The demand for long acting contraceptive methods among currently married HIV positive women was low. The unsatisfied demand for long acting contraceptive methods among currently married HIV positive women was high. Being urban resident, elementary educational level, having four or more alive children, having past experience to LACMs, want to give birth after 2 year, and want no more child had positive association with the demand for LACMs. While myths heard about LACMs was negatively associated with the demand for LACMs.
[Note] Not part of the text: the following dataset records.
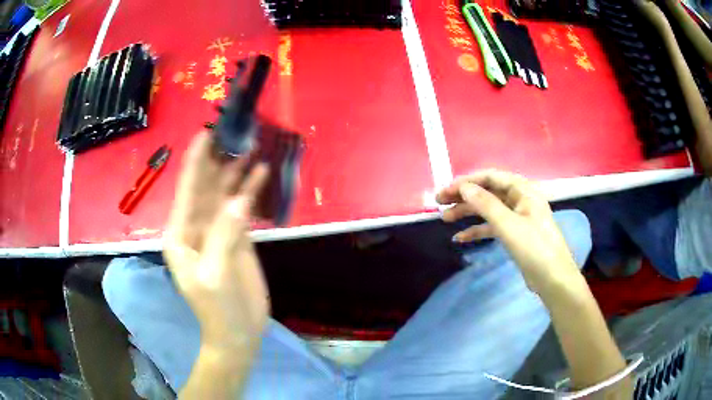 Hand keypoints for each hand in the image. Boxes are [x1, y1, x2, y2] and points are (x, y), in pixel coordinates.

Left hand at [163, 131, 269, 351]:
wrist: (238, 332)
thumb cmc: (218, 308)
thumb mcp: (215, 275)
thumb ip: (223, 236)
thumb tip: (239, 199)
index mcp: (181, 233)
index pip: (187, 190)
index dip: (196, 161)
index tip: (205, 133)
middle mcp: (196, 225)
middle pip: (206, 185)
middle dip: (218, 159)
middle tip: (234, 131)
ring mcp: (217, 229)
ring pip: (225, 193)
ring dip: (236, 170)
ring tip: (251, 145)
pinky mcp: (236, 235)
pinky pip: (241, 206)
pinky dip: (250, 189)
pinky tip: (261, 173)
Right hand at [436, 169, 581, 294]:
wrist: (553, 278)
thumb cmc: (534, 247)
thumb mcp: (508, 224)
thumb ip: (486, 204)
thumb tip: (464, 187)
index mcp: (523, 190)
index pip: (490, 177)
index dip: (467, 181)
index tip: (445, 190)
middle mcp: (520, 199)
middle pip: (488, 192)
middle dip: (464, 196)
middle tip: (440, 203)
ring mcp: (517, 217)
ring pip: (488, 209)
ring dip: (468, 212)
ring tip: (445, 219)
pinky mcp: (515, 234)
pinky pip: (492, 226)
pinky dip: (477, 230)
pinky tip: (460, 238) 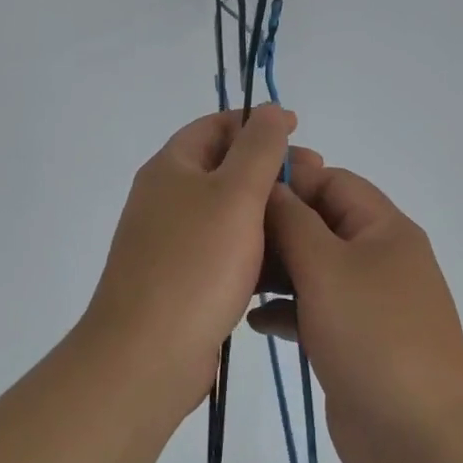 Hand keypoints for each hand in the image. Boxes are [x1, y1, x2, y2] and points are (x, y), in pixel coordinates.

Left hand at [82, 106, 305, 409]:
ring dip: (266, 211)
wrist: (148, 354)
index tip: (299, 131)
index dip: (257, 122)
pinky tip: (286, 263)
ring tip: (308, 222)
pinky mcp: (183, 279)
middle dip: (269, 169)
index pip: (215, 126)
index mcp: (171, 168)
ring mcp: (172, 241)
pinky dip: (253, 249)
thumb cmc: (195, 264)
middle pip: (223, 168)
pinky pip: (224, 251)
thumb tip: (271, 108)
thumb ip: (258, 148)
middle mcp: (166, 198)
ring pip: (227, 213)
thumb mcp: (234, 195)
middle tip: (314, 179)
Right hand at [249, 161, 462, 462]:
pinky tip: (254, 321)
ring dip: (275, 271)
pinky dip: (285, 310)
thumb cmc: (372, 336)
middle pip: (319, 225)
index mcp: (384, 229)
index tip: (239, 190)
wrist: (417, 439)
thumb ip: (292, 220)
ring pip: (312, 269)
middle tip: (226, 240)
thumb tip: (270, 186)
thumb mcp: (325, 266)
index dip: (289, 180)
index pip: (333, 182)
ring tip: (233, 279)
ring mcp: (368, 303)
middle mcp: (379, 259)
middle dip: (275, 229)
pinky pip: (313, 310)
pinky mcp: (354, 341) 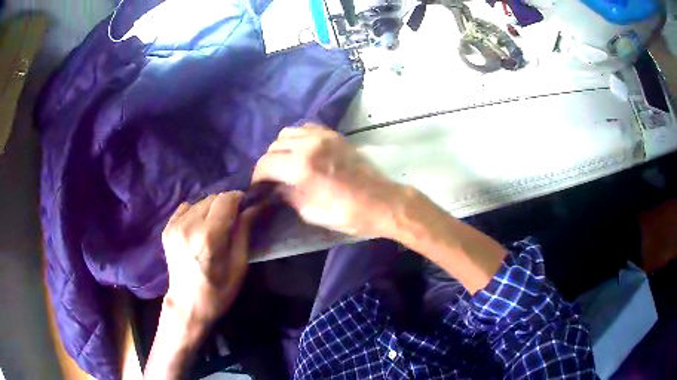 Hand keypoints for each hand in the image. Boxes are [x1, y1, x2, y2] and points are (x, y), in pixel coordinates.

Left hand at [161, 191, 256, 325]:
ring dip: (211, 209)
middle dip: (226, 205)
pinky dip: (196, 213)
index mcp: (209, 237)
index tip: (246, 208)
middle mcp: (189, 226)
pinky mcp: (167, 228)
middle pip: (212, 198)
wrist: (187, 305)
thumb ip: (244, 232)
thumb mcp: (239, 265)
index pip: (226, 199)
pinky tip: (199, 229)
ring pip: (200, 202)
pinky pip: (186, 208)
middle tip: (232, 222)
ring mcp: (175, 226)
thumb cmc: (218, 291)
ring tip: (216, 228)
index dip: (239, 199)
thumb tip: (253, 207)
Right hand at [253, 124, 401, 235]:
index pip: (266, 163)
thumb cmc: (348, 214)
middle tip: (272, 177)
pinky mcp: (334, 135)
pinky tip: (302, 151)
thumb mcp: (312, 213)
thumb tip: (275, 187)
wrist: (382, 201)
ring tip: (286, 163)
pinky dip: (298, 138)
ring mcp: (323, 136)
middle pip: (274, 146)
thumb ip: (288, 195)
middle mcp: (309, 145)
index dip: (257, 176)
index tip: (258, 186)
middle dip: (268, 162)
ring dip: (281, 148)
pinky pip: (306, 128)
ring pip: (287, 133)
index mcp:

The authors recommend: Health professionals to provide information, education and communication (IEC) on the multifaceted advantages of the methods and myths about them during family planning counseling service and during health education programs.- The authors also recommend researchers to consider qualitative studies addressing myths on LACMs and their less utilization. Moreover, giving greater attention for rural residents is important.

Implication of the study

Demand for long acting contraceptive methods among the study participants was 36.7 % (Met need = 28.4 % and Unmet need = 8.3 %). This implies that we need to give more attention to address the unmet need for LACMs. Past experience for LACMs is one of the predictors for demand for LACMs. Most (55.7 %) of the study participants had ever heard myths about LACMs. Myths heard about LACMs had significant association with demand for LACMs. Therefore, provision of information, education and communication is mandatory together with quality family planning counseling service.